With all the proposals being floated in auto, the one constant is GM’s and Delphi’s efforts to increase profits by cutting jobs and benefits.

A recent agreement between GM, Delphi and the United Auto Workers Union has not removed the prospect of a strike at Delphi, the auto parts maker, as the company still plans to move more operations overseas, slash wages and reduce benefits. Delphi has said it wants to eliminate two-thirds of its workers and win more concessions from those who remain.

GM offered buyouts to all of its 113,000 workers and to the 13,000 UAW members at Delphi. While the agreement with the UAW shows the strength of having a union going to bat for you (workers at nonunion shops often lose all benefits and get no or little severance pay), it raises troubling questions for many current autoworkers and their communities.

Will there be jobs available at GM for the Delphi workers who want to return? GM has agreed to accept only 5,000. The others are promised access to a job bank, but only through the life of the UAW contract, which expires next year. GM has called the job bank a “burden.”

Delphi workers with more seniority have a better chance of keeping their jobs, raising concerns the agreement may cause disunity in the union by pitting older workers against younger ones.

For workers with less than 27 years of seniority, the offer of $140,000 (which after taxes amounts to approximately $100,000), coupled with the loss of pension and health care benefits, doesn’t sound too good if don’t have another job with benefits lined up. Same goes for those with less than 10 years who are being offered $70,000 (about $50,000 after taxes).

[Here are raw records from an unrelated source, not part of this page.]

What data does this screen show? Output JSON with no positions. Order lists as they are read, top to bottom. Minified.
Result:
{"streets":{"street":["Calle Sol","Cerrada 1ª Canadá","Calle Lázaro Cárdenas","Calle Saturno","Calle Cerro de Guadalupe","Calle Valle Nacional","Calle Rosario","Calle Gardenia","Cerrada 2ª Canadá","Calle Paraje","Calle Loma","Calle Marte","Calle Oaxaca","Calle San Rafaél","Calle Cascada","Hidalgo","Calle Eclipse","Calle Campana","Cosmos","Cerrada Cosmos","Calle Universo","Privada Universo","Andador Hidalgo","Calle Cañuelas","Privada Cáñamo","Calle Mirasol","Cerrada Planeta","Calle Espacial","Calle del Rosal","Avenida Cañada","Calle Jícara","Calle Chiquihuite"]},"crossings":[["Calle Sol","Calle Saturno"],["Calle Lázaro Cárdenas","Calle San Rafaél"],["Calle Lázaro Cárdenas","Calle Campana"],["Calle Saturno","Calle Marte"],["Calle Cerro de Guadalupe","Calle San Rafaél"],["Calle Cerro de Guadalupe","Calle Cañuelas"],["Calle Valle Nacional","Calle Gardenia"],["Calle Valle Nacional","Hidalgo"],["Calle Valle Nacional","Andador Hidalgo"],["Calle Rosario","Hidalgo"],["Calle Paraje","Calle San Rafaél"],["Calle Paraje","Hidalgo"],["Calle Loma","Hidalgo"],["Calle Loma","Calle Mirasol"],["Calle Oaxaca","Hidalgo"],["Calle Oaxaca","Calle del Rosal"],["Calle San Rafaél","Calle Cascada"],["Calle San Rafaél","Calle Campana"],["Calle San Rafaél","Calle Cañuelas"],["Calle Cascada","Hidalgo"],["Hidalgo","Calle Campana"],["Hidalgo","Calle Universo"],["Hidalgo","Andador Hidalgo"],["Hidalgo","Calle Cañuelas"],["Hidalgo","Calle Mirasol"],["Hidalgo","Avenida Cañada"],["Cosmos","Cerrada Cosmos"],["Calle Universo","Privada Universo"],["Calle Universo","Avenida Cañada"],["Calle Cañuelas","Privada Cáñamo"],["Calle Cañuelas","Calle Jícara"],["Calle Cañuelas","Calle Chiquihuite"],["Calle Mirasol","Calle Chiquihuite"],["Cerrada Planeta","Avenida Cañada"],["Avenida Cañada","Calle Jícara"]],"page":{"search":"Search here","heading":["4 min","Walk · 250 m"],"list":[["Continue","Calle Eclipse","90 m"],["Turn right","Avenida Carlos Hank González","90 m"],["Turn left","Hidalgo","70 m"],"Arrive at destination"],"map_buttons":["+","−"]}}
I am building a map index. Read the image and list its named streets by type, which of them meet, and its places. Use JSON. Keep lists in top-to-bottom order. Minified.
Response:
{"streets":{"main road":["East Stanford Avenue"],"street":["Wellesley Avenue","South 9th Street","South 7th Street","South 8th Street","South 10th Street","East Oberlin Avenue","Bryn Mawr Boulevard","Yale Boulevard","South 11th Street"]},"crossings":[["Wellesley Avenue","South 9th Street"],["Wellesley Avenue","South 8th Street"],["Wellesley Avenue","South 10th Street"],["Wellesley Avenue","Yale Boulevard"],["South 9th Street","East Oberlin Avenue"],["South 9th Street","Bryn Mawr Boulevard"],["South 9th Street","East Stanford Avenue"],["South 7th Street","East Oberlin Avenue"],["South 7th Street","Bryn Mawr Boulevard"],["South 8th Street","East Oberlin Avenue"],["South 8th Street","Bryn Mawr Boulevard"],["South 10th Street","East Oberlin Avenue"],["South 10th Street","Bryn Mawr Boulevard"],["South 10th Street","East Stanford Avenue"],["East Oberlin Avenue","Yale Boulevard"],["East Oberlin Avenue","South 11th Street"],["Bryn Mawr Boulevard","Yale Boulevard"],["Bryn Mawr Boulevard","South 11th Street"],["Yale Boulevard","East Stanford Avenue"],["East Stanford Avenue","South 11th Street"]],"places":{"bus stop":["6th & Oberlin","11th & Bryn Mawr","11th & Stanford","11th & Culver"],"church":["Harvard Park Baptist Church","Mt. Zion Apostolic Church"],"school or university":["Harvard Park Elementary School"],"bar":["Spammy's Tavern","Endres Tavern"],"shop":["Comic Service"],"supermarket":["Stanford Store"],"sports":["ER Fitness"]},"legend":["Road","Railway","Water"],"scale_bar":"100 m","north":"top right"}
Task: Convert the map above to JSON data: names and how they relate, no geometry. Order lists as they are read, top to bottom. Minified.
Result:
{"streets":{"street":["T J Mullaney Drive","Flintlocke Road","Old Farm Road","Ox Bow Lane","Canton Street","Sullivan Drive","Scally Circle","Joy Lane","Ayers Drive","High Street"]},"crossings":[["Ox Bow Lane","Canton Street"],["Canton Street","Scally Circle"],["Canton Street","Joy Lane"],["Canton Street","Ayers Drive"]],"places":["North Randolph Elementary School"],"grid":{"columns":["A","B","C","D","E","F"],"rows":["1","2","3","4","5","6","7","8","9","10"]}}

The loss of good-paying union jobs will have a rippling effect through the economy. The growth in the U.S. of nonunion jobs at Honda, Toyota, Hyundai and Nissan creates downward pressure on everyone’s wages and benefits. Many auto jobs, of course, have moved to low-wage plants overseas.

The next round of contract negotiations will be difficult. How hard will GM press to eliminate the job bank? Will they push for a two-tier wage for new hires, which is already in place at Delphi.

Autoworkers and their families are wrestling with the positives and negatives of the buyout options and trying to sort through many other difficult questions they and their union face.